◆ Work task
The entries below are to be copied exactly, with nothing left out.

##### Data for this exercise

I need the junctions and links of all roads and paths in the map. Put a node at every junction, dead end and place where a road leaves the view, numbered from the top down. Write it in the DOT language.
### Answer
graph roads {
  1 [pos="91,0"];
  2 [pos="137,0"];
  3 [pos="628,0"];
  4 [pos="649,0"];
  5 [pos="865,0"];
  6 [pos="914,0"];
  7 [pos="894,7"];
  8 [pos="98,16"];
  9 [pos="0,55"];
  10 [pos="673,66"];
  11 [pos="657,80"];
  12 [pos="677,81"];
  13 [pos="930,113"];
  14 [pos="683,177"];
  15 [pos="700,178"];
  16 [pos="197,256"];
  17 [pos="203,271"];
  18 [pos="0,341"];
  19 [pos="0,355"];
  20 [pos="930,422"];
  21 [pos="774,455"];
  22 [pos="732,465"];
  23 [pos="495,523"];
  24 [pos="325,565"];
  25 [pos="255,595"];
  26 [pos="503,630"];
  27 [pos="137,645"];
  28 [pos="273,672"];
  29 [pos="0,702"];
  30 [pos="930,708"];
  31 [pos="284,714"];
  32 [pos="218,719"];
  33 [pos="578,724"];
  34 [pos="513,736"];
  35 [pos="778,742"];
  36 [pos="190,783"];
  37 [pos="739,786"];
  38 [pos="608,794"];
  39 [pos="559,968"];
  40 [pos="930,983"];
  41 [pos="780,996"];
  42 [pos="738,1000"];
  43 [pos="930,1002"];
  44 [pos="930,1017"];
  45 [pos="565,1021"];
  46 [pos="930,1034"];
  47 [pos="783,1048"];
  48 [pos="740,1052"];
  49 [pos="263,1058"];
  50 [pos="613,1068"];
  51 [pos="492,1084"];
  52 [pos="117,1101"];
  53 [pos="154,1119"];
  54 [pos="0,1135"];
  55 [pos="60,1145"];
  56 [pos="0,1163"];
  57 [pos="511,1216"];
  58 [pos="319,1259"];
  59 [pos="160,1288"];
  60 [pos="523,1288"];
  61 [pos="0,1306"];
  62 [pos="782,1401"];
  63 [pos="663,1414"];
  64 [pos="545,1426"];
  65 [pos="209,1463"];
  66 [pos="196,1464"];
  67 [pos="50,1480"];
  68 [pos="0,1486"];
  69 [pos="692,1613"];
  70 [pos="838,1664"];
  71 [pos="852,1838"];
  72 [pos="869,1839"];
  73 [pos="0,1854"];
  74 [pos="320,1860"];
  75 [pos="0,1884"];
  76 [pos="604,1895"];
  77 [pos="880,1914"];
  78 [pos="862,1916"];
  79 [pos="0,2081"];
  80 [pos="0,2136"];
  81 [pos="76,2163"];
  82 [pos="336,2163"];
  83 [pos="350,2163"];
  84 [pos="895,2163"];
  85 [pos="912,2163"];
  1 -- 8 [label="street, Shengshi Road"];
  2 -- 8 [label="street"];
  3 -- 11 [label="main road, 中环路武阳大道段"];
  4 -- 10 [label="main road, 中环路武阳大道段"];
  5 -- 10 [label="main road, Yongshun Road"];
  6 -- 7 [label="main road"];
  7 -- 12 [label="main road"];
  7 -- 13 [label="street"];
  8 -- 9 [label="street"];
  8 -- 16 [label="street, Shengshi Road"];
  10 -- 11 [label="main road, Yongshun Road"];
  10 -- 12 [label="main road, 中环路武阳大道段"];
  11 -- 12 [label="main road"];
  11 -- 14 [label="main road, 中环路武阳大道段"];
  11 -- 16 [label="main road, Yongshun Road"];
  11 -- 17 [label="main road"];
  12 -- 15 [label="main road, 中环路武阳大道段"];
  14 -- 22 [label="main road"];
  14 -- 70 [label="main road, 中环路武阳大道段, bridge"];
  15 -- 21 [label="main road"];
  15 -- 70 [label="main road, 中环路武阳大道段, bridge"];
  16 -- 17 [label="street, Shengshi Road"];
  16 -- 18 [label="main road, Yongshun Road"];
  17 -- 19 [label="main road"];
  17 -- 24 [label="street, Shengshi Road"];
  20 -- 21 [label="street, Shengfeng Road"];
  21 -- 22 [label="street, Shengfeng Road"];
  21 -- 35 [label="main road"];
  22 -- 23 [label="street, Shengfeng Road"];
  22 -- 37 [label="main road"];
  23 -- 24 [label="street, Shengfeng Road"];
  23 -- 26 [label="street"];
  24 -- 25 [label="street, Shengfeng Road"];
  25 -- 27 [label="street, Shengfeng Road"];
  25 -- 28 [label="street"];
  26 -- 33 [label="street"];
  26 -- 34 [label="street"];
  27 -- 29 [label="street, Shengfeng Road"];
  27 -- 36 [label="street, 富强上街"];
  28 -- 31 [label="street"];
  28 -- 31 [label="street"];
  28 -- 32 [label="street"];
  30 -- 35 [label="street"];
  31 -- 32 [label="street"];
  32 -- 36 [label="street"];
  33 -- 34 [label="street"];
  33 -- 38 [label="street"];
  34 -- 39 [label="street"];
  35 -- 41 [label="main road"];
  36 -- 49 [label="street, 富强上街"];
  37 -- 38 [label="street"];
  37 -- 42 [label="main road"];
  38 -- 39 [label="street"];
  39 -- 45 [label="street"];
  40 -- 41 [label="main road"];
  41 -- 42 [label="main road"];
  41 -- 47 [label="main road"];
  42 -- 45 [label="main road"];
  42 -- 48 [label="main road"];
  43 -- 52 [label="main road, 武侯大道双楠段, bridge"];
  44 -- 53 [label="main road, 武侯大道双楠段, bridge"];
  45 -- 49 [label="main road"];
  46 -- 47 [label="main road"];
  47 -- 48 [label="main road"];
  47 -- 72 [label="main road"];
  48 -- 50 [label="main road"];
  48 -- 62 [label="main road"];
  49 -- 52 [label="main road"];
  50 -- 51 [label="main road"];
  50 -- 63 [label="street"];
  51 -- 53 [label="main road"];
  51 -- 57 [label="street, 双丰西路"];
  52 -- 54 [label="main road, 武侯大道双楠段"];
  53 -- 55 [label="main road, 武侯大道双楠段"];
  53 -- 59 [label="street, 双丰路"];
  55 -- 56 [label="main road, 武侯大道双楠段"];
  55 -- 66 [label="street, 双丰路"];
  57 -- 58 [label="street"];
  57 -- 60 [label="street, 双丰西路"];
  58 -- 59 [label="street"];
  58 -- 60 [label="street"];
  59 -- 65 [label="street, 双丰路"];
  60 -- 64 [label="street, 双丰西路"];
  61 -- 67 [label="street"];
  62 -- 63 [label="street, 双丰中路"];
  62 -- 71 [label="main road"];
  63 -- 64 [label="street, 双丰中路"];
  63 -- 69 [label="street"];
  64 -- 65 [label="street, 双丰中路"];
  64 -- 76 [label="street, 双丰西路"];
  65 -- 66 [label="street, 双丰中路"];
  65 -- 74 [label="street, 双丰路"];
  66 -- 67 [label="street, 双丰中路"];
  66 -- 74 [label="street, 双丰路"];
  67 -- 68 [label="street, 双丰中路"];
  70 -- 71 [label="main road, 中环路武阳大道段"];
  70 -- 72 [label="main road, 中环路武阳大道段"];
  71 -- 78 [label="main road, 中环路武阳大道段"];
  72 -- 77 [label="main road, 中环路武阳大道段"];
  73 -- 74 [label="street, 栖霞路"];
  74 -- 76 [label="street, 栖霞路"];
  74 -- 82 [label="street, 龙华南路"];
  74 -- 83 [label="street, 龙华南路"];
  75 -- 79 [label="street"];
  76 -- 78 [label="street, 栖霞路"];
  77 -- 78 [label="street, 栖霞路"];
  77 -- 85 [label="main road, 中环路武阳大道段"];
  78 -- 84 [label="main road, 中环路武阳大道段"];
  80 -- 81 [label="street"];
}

##########

◆ Problem solution
I need the junctions and links of all roads and paths in the map. Put a node at every junction, dead end and place where a road leaves the view, numbered from the top down. Write it in the DOT language.
### Answer
graph roads {
  1 [pos="91,0"];
  2 [pos="137,0"];
  3 [pos="628,0"];
  4 [pos="649,0"];
  5 [pos="865,0"];
  6 [pos="914,0"];
  7 [pos="894,7"];
  8 [pos="98,16"];
  9 [pos="0,55"];
  10 [pos="673,66"];
  11 [pos="657,80"];
  12 [pos="677,81"];
  13 [pos="930,113"];
  14 [pos="683,177"];
  15 [pos="700,178"];
  16 [pos="197,256"];
  17 [pos="203,271"];
  18 [pos="0,341"];
  19 [pos="0,355"];
  20 [pos="930,422"];
  21 [pos="774,455"];
  22 [pos="732,465"];
  23 [pos="495,523"];
  24 [pos="325,565"];
  25 [pos="255,595"];
  26 [pos="503,630"];
  27 [pos="137,645"];
  28 [pos="273,672"];
  29 [pos="0,702"];
  30 [pos="930,708"];
  31 [pos="284,714"];
  32 [pos="218,719"];
  33 [pos="578,724"];
  34 [pos="513,736"];
  35 [pos="778,742"];
  36 [pos="190,783"];
  37 [pos="739,786"];
  38 [pos="608,794"];
  39 [pos="559,968"];
  40 [pos="930,983"];
  41 [pos="780,996"];
  42 [pos="738,1000"];
  43 [pos="930,1002"];
  44 [pos="930,1017"];
  45 [pos="565,1021"];
  46 [pos="930,1034"];
  47 [pos="783,1048"];
  48 [pos="740,1052"];
  49 [pos="263,1058"];
  50 [pos="613,1068"];
  51 [pos="492,1084"];
  52 [pos="117,1101"];
  53 [pos="154,1119"];
  54 [pos="0,1135"];
  55 [pos="60,1145"];
  56 [pos="0,1163"];
  57 [pos="511,1216"];
  58 [pos="319,1259"];
  59 [pos="160,1288"];
  60 [pos="523,1288"];
  61 [pos="0,1306"];
  62 [pos="782,1401"];
  63 [pos="663,1414"];
  64 [pos="545,1426"];
  65 [pos="209,1463"];
  66 [pos="196,1464"];
  67 [pos="50,1480"];
  68 [pos="0,1486"];
  69 [pos="692,1613"];
  70 [pos="838,1664"];
  71 [pos="852,1838"];
  72 [pos="869,1839"];
  73 [pos="0,1854"];
  74 [pos="320,1860"];
  75 [pos="0,1884"];
  76 [pos="604,1895"];
  77 [pos="880,1914"];
  78 [pos="862,1916"];
  79 [pos="0,2081"];
  80 [pos="0,2136"];
  81 [pos="76,2163"];
  82 [pos="336,2163"];
  83 [pos="350,2163"];
  84 [pos="895,2163"];
  85 [pos="912,2163"];
  1 -- 8 [label="street, Shengshi Road"];
  2 -- 8 [label="street"];
  3 -- 11 [label="main road, 中环路武阳大道段"];
  4 -- 10 [label="main road, 中环路武阳大道段"];
  5 -- 10 [label="main road, Yongshun Road"];
  6 -- 7 [label="main road"];
  7 -- 12 [label="main road"];
  7 -- 13 [label="street"];
  8 -- 9 [label="street"];
  8 -- 16 [label="street, Shengshi Road"];
  10 -- 11 [label="main road, Yongshun Road"];
  10 -- 12 [label="main road, 中环路武阳大道段"];
  11 -- 12 [label="main road"];
  11 -- 14 [label="main road, 中环路武阳大道段"];
  11 -- 16 [label="main road, Yongshun Road"];
  11 -- 17 [label="main road"];
  12 -- 15 [label="main road, 中环路武阳大道段"];
  14 -- 22 [label="main road"];
  14 -- 70 [label="main road, 中环路武阳大道段, bridge"];
  15 -- 21 [label="main road"];
  15 -- 70 [label="main road, 中环路武阳大道段, bridge"];
  16 -- 17 [label="street, Shengshi Road"];
  16 -- 18 [label="main road, Yongshun Road"];
  17 -- 19 [label="main road"];
  17 -- 24 [label="street, Shengshi Road"];
  20 -- 21 [label="street, Shengfeng Road"];
  21 -- 22 [label="street, Shengfeng Road"];
  21 -- 35 [label="main road"];
  22 -- 23 [label="street, Shengfeng Road"];
  22 -- 37 [label="main road"];
  23 -- 24 [label="street, Shengfeng Road"];
  23 -- 26 [label="street"];
  24 -- 25 [label="street, Shengfeng Road"];
  25 -- 27 [label="street, Shengfeng Road"];
  25 -- 28 [label="street"];
  26 -- 33 [label="street"];
  26 -- 34 [label="street"];
  27 -- 29 [label="street, Shengfeng Road"];
  27 -- 36 [label="street, 富强上街"];
  28 -- 31 [label="street"];
  28 -- 31 [label="street"];
  28 -- 32 [label="street"];
  30 -- 35 [label="street"];
  31 -- 32 [label="street"];
  32 -- 36 [label="street"];
  33 -- 34 [label="street"];
  33 -- 38 [label="street"];
  34 -- 39 [label="street"];
  35 -- 41 [label="main road"];
  36 -- 49 [label="street, 富强上街"];
  37 -- 38 [label="street"];
  37 -- 42 [label="main road"];
  38 -- 39 [label="street"];
  39 -- 45 [label="street"];
  40 -- 41 [label="main road"];
  41 -- 42 [label="main road"];
  41 -- 47 [label="main road"];
  42 -- 45 [label="main road"];
  42 -- 48 [label="main road"];
  43 -- 52 [label="main road, 武侯大道双楠段, bridge"];
  44 -- 53 [label="main road, 武侯大道双楠段, bridge"];
  45 -- 49 [label="main road"];
  46 -- 47 [label="main road"];
  47 -- 48 [label="main road"];
  47 -- 72 [label="main road"];
  48 -- 50 [label="main road"];
  48 -- 62 [label="main road"];
  49 -- 52 [label="main road"];
  50 -- 51 [label="main road"];
  50 -- 63 [label="street"];
  51 -- 53 [label="main road"];
  51 -- 57 [label="street, 双丰西路"];
  52 -- 54 [label="main road, 武侯大道双楠段"];
  53 -- 55 [label="main road, 武侯大道双楠段"];
  53 -- 59 [label="street, 双丰路"];
  55 -- 56 [label="main road, 武侯大道双楠段"];
  55 -- 66 [label="street, 双丰路"];
  57 -- 58 [label="street"];
  57 -- 60 [label="street, 双丰西路"];
  58 -- 59 [label="street"];
  58 -- 60 [label="street"];
  59 -- 65 [label="street, 双丰路"];
  60 -- 64 [label="street, 双丰西路"];
  61 -- 67 [label="street"];
  62 -- 63 [label="street, 双丰中路"];
  62 -- 71 [label="main road"];
  63 -- 64 [label="street, 双丰中路"];
  63 -- 69 [label="street"];
  64 -- 65 [label="street, 双丰中路"];
  64 -- 76 [label="street, 双丰西路"];
  65 -- 66 [label="street, 双丰中路"];
  65 -- 74 [label="street, 双丰路"];
  66 -- 67 [label="street, 双丰中路"];
  66 -- 74 [label="street, 双丰路"];
  67 -- 68 [label="street, 双丰中路"];
  70 -- 71 [label="main road, 中环路武阳大道段"];
  70 -- 72 [label="main road, 中环路武阳大道段"];
  71 -- 78 [label="main road, 中环路武阳大道段"];
  72 -- 77 [label="main road, 中环路武阳大道段"];
  73 -- 74 [label="street, 栖霞路"];
  74 -- 76 [label="street, 栖霞路"];
  74 -- 82 [label="street, 龙华南路"];
  74 -- 83 [label="street, 龙华南路"];
  75 -- 79 [label="street"];
  76 -- 78 [label="street, 栖霞路"];
  77 -- 78 [label="street, 栖霞路"];
  77 -- 85 [label="main road, 中环路武阳大道段"];
  78 -- 84 [label="main road, 中环路武阳大道段"];
  80 -- 81 [label="street"];
}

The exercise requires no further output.